Protecting Communities: IOM’s Humanitarian Assistance Programme at Work

Date Published: 
Tuesday, April 1, 2014

The Gardez River winds through Afghanistan’s Paktia province, providing villages with a vital source of water for crops and livestock. During the heavy rains that hit Afghanistan every spring, however, floodwaters that can surge through the river pose a serious threat to the families that live on its banks.

Through the Humanitarian Assistance Programme (HAP), funded by the U.S. Office of Foreign Disaster Assistance (OFDA), IOM has been helping families recover from devastating floods and other natural disasters, while at the same time working with communities to minimize the risk of these disasters.

Following a needs assessment with partners from the Afghanistan National Disaster Management Authority (ANDMA) and the Paktia Directorate of Water management, IOM identified the riverside village of Kochi Khail as being particularly vulnerable to flooding. Over 100 families live in Kochi Khail, tending the village’s 40,000 square meters of farmland.

To help protect Kochi Khail’s homes and crops from flood damage, in April 2014 IOM began work on a 300-meter long gabion wall along the riverbank. Gabion walls are retaining structures filled with stacked stones, which can provide strong protection against floodwaters. Under the supervision of HAP engineering experts from Kabul, walls were built on both sides of river to both block and channel floodwater. Local laborers from Kochi Khail were employed during the construction process, helping to benefit the local economy.

Kochi Khail’s gabion walls were put to the test the following month, when days of heavy rainfall brought a rush of floodwater. The walls served their function perfectly, protecting Kochi Khail and two other neighboring villages as well as acres of agricultural land from the flood, despite the fact that it was one of the strongest floods that many residents could remember.

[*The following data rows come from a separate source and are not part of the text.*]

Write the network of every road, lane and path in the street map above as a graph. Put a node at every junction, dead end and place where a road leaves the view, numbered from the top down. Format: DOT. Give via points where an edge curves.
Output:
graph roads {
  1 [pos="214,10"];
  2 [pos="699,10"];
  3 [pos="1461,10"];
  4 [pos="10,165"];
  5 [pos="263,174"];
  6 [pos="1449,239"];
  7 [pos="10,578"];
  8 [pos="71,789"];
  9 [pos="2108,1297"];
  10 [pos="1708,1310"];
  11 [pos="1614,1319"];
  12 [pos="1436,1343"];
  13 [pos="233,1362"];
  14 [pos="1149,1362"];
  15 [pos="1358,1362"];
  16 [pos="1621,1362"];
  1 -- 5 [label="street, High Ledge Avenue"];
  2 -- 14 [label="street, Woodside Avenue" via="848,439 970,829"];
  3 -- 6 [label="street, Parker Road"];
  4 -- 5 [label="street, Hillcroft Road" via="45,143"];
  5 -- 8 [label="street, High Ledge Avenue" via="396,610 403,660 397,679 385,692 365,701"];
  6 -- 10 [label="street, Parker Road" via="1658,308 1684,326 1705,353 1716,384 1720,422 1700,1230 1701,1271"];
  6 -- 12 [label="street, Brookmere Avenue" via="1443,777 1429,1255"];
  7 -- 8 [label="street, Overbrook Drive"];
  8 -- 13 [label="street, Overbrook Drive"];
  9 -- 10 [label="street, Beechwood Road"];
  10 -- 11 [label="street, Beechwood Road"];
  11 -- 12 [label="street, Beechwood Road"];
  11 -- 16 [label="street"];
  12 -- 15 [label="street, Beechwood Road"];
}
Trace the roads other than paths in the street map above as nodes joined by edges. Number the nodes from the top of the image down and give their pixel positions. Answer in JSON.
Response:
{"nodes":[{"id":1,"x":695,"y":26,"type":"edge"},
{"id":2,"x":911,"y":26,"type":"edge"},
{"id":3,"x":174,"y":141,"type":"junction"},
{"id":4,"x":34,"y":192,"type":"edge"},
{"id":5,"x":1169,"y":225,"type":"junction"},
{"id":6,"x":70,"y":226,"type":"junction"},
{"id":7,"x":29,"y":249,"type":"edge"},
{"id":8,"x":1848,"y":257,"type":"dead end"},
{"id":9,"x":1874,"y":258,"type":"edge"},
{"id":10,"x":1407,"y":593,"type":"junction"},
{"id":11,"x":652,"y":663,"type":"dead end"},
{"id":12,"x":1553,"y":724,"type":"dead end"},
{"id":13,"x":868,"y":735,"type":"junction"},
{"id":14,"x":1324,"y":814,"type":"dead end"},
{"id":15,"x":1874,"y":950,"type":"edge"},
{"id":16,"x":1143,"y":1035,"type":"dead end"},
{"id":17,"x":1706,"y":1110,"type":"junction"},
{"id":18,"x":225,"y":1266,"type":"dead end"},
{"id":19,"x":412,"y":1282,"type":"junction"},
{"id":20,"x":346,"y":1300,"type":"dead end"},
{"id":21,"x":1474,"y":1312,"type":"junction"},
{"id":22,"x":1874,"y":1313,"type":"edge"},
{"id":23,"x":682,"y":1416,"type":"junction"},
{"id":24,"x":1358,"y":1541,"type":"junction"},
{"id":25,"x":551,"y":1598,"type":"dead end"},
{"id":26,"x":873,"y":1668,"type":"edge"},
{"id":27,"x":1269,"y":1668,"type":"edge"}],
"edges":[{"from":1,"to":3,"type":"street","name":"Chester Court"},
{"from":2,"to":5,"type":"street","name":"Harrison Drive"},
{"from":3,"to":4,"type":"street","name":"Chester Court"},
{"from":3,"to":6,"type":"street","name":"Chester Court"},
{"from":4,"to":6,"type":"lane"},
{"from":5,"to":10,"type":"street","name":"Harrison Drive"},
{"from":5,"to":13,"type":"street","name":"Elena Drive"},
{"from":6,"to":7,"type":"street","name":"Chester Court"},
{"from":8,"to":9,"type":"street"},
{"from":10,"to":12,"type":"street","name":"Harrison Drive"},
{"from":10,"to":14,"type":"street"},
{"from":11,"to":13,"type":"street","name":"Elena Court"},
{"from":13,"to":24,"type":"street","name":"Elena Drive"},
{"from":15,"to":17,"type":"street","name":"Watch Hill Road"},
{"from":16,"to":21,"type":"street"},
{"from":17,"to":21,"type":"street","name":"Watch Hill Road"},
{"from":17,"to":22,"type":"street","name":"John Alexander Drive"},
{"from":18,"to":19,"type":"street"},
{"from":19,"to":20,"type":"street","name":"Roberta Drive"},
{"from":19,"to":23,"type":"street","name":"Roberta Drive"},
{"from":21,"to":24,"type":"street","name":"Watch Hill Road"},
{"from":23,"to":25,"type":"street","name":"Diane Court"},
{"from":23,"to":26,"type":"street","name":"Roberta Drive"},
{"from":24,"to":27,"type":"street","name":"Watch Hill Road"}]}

The residents of Kochi Khail have expressed their strong satisfaction with the walls. “In the past, all we could do if a flood was coming was to run to the mosque and try to warn people using the loudspeaker” a village elder told IOM. “Now we are not feeling any risk, as we could see the heavy waves of the flood were being defended by the wall.”

A strong need for disaster risk reduction projects exists in many parts of Afghanistan, and IOM is committed to working with its government partners to continue supporting vulnerable communities against natural disasters.